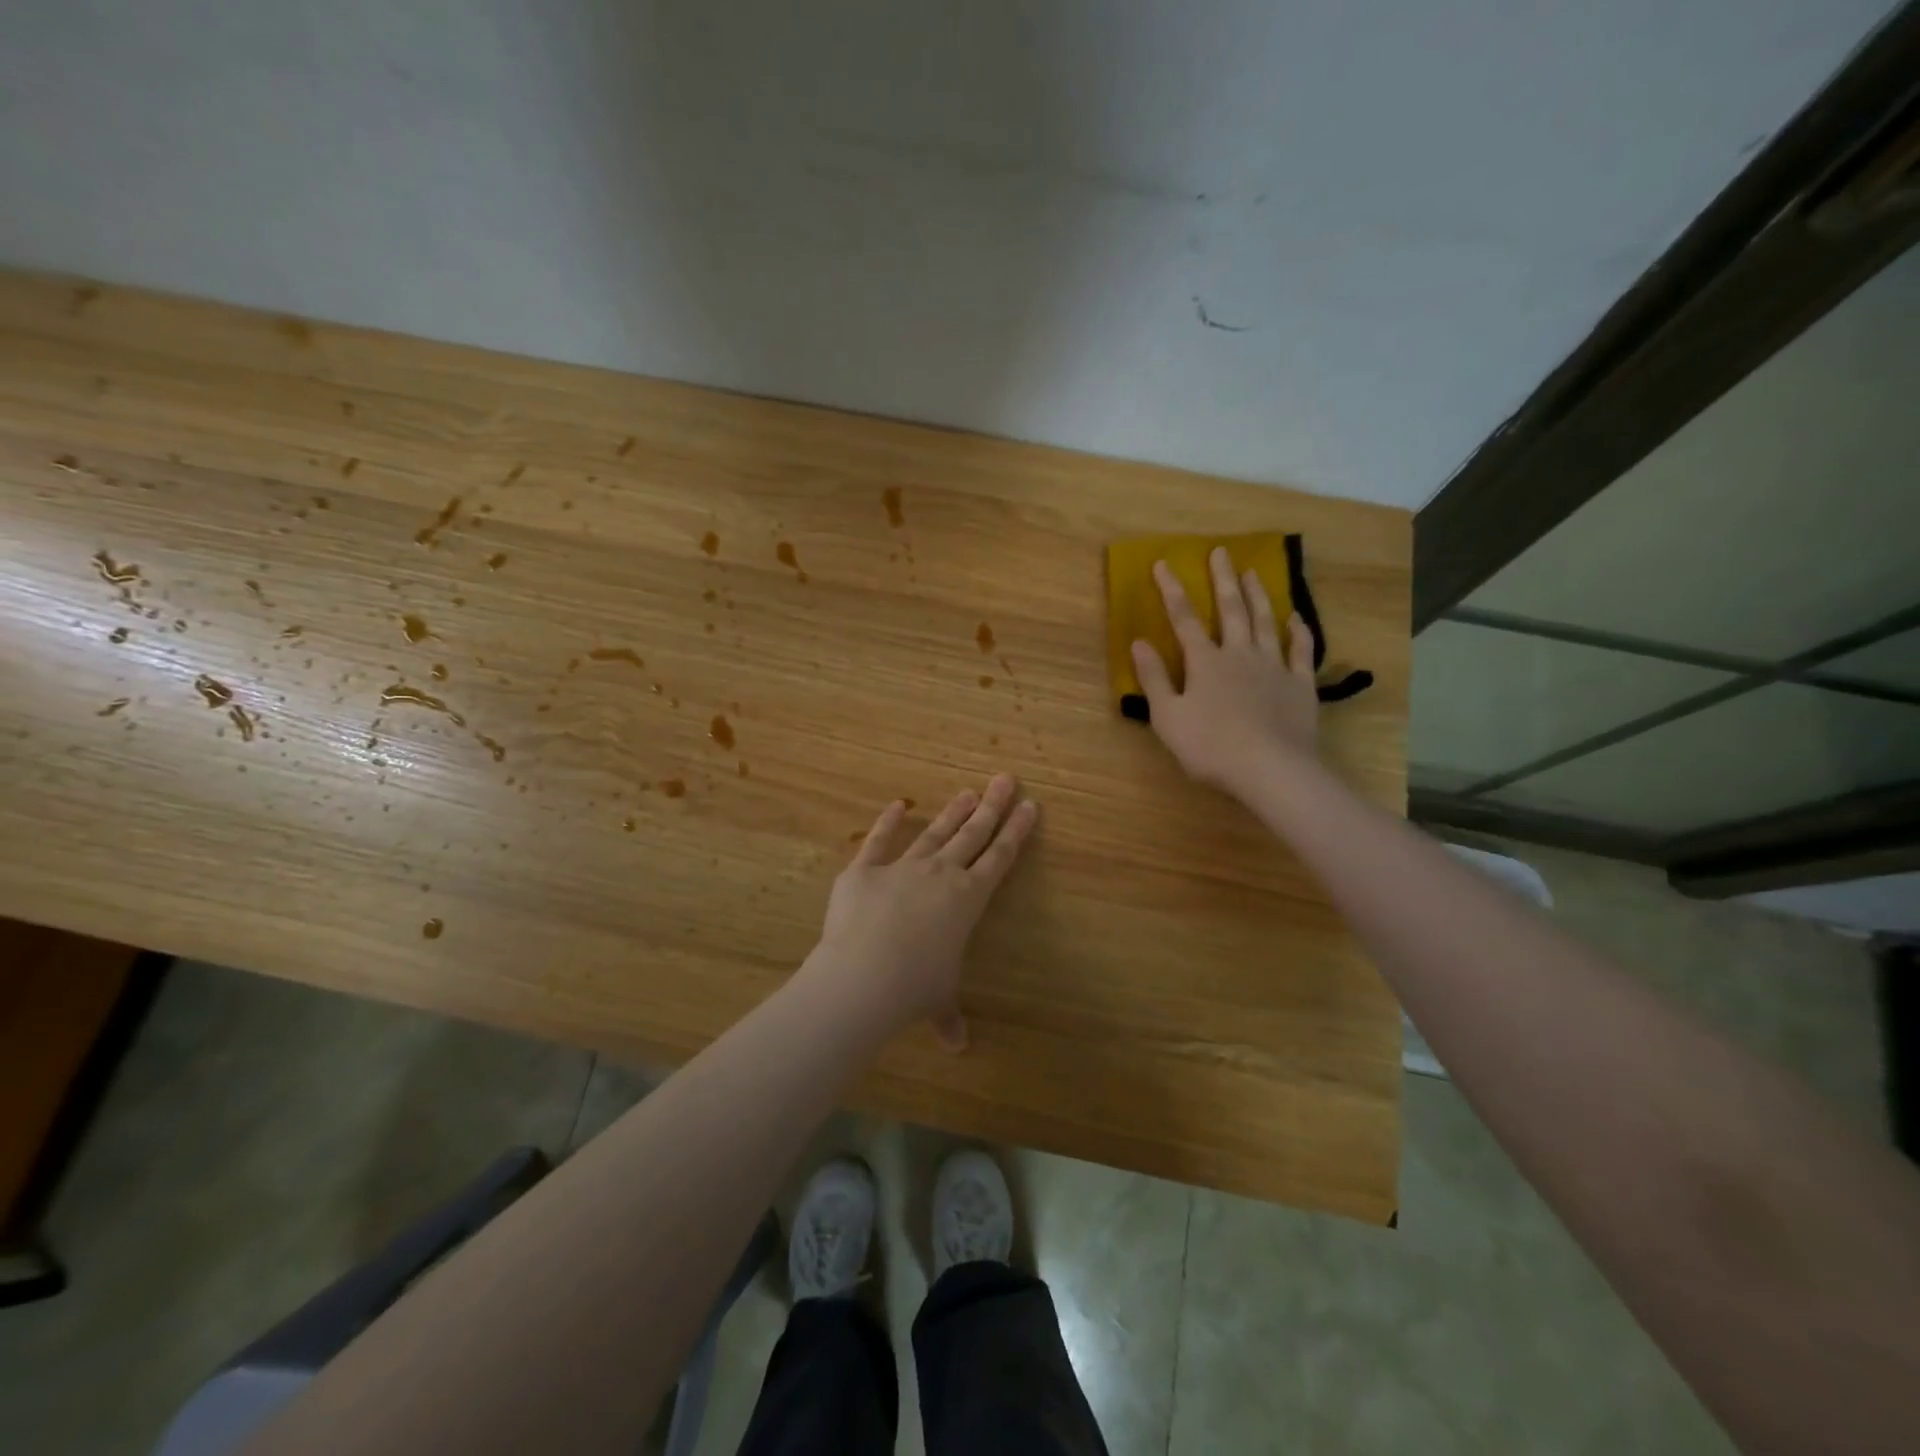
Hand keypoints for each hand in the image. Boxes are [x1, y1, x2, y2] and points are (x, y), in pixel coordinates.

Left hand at [809, 774, 1038, 1049]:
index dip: (1016, 831)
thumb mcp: (938, 1000)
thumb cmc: (914, 988)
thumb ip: (948, 1016)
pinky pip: (878, 841)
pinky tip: (897, 804)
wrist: (863, 975)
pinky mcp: (864, 870)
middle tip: (1005, 779)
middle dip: (992, 807)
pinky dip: (887, 822)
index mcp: (968, 899)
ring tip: (968, 791)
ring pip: (935, 833)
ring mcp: (902, 867)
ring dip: (952, 812)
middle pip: (973, 834)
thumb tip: (956, 1046)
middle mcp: (940, 874)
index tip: (1029, 806)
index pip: (1000, 858)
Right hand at [1130, 548, 1319, 797]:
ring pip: (1265, 622)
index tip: (1164, 563)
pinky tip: (1296, 618)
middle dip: (1222, 579)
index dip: (1172, 590)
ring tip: (1252, 572)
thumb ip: (1154, 678)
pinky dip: (1298, 631)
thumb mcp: (1168, 717)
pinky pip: (1300, 650)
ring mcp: (1274, 667)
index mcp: (1205, 662)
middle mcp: (1240, 654)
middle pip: (1230, 609)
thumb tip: (1139, 642)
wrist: (1271, 769)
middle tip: (1221, 552)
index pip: (1184, 618)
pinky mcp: (1300, 684)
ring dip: (1258, 595)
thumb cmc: (1211, 747)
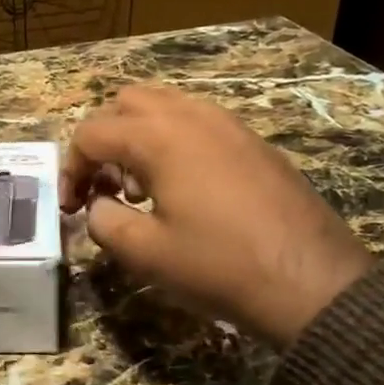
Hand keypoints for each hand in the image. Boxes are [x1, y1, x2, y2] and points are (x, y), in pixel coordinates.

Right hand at [61, 85, 371, 345]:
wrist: (311, 281)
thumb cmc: (220, 264)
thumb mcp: (145, 252)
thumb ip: (103, 221)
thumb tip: (99, 207)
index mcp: (158, 137)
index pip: (91, 133)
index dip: (71, 169)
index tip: (72, 208)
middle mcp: (191, 115)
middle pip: (126, 103)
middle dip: (104, 141)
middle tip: (105, 187)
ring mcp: (228, 123)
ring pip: (165, 107)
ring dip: (138, 138)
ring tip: (142, 189)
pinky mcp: (252, 141)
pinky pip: (197, 123)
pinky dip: (173, 142)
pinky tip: (183, 190)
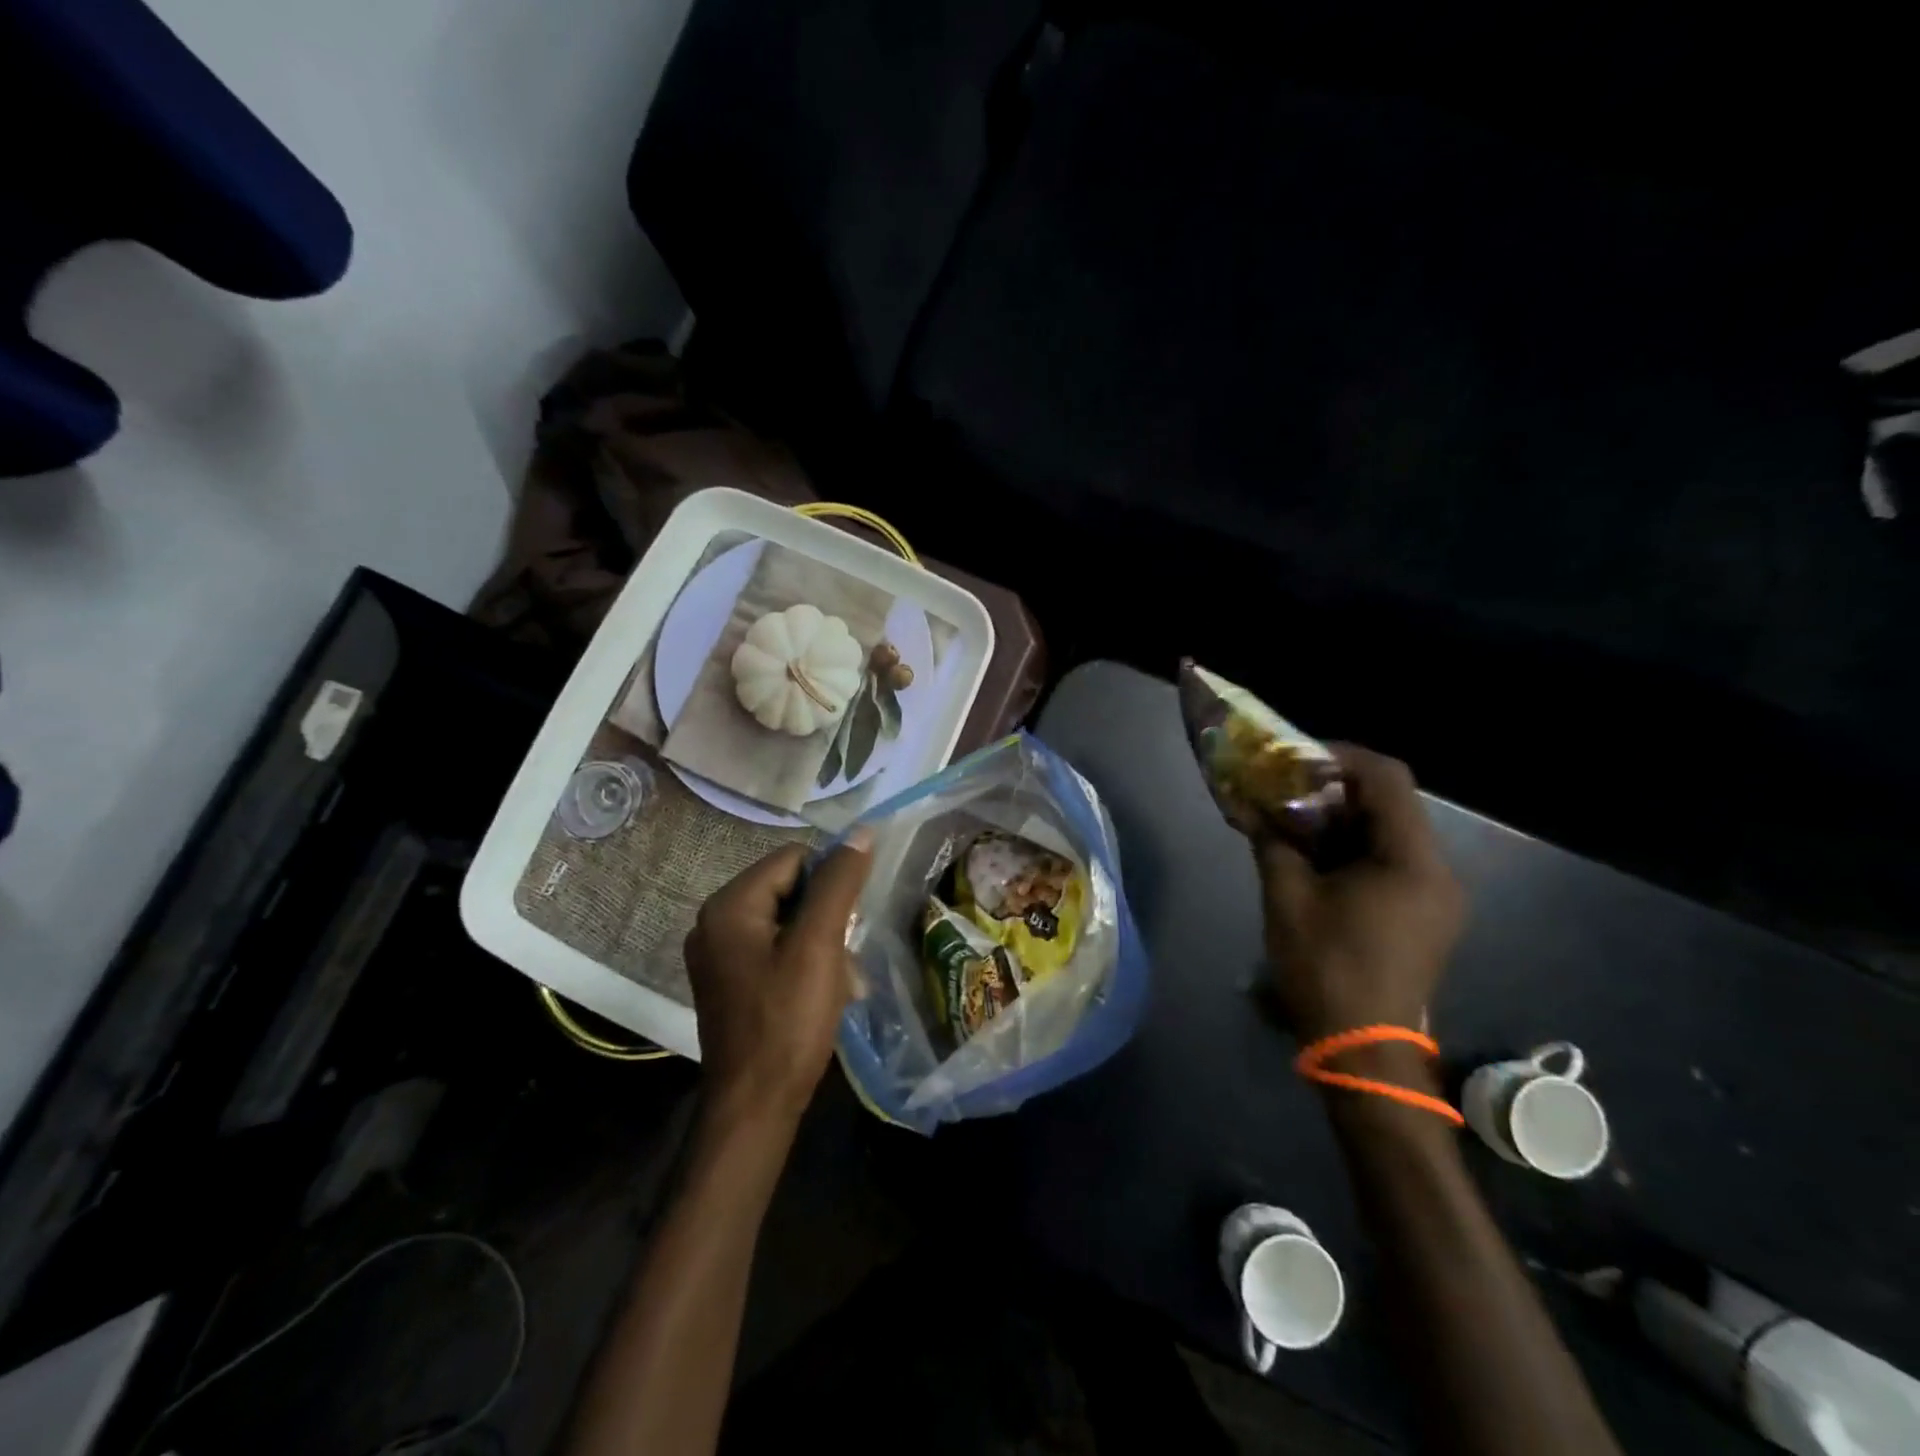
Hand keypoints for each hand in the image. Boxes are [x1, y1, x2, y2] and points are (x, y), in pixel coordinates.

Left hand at [684, 831, 872, 1132]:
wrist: (754, 1108)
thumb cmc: (787, 1022)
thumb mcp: (819, 946)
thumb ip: (838, 885)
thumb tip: (861, 832)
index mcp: (729, 905)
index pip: (793, 859)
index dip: (830, 880)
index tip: (851, 919)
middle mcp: (714, 921)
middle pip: (787, 888)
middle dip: (825, 915)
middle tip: (844, 954)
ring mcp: (718, 954)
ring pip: (785, 920)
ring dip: (819, 940)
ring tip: (838, 978)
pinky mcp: (729, 981)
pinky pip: (773, 948)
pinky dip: (802, 960)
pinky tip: (821, 991)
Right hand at [1254, 745, 1463, 1043]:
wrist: (1363, 1050)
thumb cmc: (1325, 968)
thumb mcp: (1287, 898)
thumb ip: (1272, 841)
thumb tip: (1251, 805)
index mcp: (1412, 862)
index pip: (1388, 778)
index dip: (1340, 757)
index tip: (1294, 758)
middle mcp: (1438, 871)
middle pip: (1391, 804)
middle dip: (1335, 790)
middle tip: (1285, 789)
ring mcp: (1437, 896)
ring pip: (1390, 833)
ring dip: (1341, 820)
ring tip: (1292, 823)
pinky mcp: (1426, 916)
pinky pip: (1392, 862)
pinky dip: (1353, 849)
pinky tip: (1315, 859)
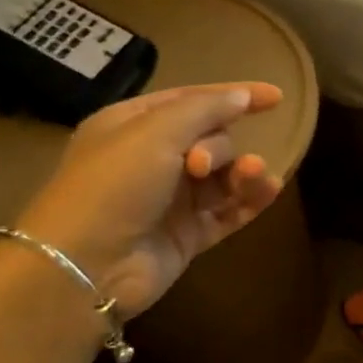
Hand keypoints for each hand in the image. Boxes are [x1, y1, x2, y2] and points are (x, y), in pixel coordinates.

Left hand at [10, 83, 284, 317]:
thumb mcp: (156, 133)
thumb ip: (205, 109)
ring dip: (245, 172)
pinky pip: (230, 211)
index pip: (192, 100)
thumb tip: (242, 96)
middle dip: (221, 148)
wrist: (86, 266)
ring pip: (225, 176)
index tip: (277, 98)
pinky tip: (269, 191)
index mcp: (132, 126)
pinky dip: (251, 200)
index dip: (234, 96)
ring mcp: (172, 200)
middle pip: (212, 139)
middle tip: (202, 167)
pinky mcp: (188, 234)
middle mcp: (153, 160)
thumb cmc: (113, 186)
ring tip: (254, 177)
········
● Exercise requirements:
Retype nothing except the lines from the first line of the listing above through the line with "thumb tip: (861, 832)", exactly as they stand, and no pictures.

● Solution for this exercise:
Hand keypoints for each hand in the image. Boxes are [x1, y1, x2, y2] and points are (x, y), in pixel coordinates.

Left hand at [809, 774, 1038, 1049]:
index dip: (1016, 831)
thumb mcp: (938, 1000)
thumb cmc: (914, 988)
thumb ip: (948, 1016)
pinky pip: (878, 841)
pinky tip: (897, 804)
wrist: (863, 975)
pinky mcp: (864, 870)
middle tip: (1005, 779)
middle dip: (992, 807)
pinky dip: (887, 822)
index mcp: (968, 899)
ring tip: (968, 791)
ring pip: (935, 833)
ring mcp: (902, 867)
ring dip: (952, 812)
middle pip: (973, 834)
thumb tip: (956, 1046)
middle mcp: (940, 874)
index tip: (1029, 806)
index pip: (1000, 858)
Right hand at [1130, 548, 1319, 797]:
ring pip: (1265, 622)
index tip: (1164, 563)
pinky tip: (1296, 618)
middle dip: (1222, 579)
index dip: (1172, 590)
ring tip: (1252, 572)
thumb ip: (1154, 678)
pinky dip: (1298, 631)
thumb mcp: (1168, 717)
pinky pip: (1300, 650)
ring mcp: (1274, 667)
index mcp: (1205, 662)
middle mcp: (1240, 654)
middle pip: (1230, 609)
thumb tip: (1139, 642)
wrist: (1271, 769)
middle tip: (1221, 552)
index pip: (1184, 618)
pinky mcp: (1300, 684)
ring dip: (1258, 595)
thumb cmc: (1211, 747)
Hand keypoints for each hand in the image. Boxes are [x1, y1, x2, y2] and points are (x, y), in pixel coordinates.

Right hand at [61, 85, 371, 345]:
wrist: (311, 281)
thumb cmc: (220, 264)
thumb mcp: (145, 252)
thumb ip: (103, 221)
thumb tip: (99, 207)
index mcp: (158, 137)
index pip: (91, 133)
index dip: (71, 169)
index tip: (72, 208)
middle mcp: (191, 115)
middle pip: (126, 103)
middle dip: (104, 141)
middle tip: (105, 187)
ring mcp: (228, 123)
ring pip: (165, 107)
ring dip: (138, 138)
ring tip: (142, 189)
pinky mcp: (252, 141)
pinky pip: (197, 123)
pinky dip: (173, 142)
pinky tip: (183, 190)
Hand keypoints for each hand in the image. Boxes are [x1, y1, x2, y2] and points are (x, y), in pixel coordinates.

Left hand at [684, 831, 872, 1132]:
wrist: (754, 1108)
thumb cmc: (787, 1022)
thumb mcp: (819, 946)
thumb ip: (838, 885)
thumb tip: (861, 832)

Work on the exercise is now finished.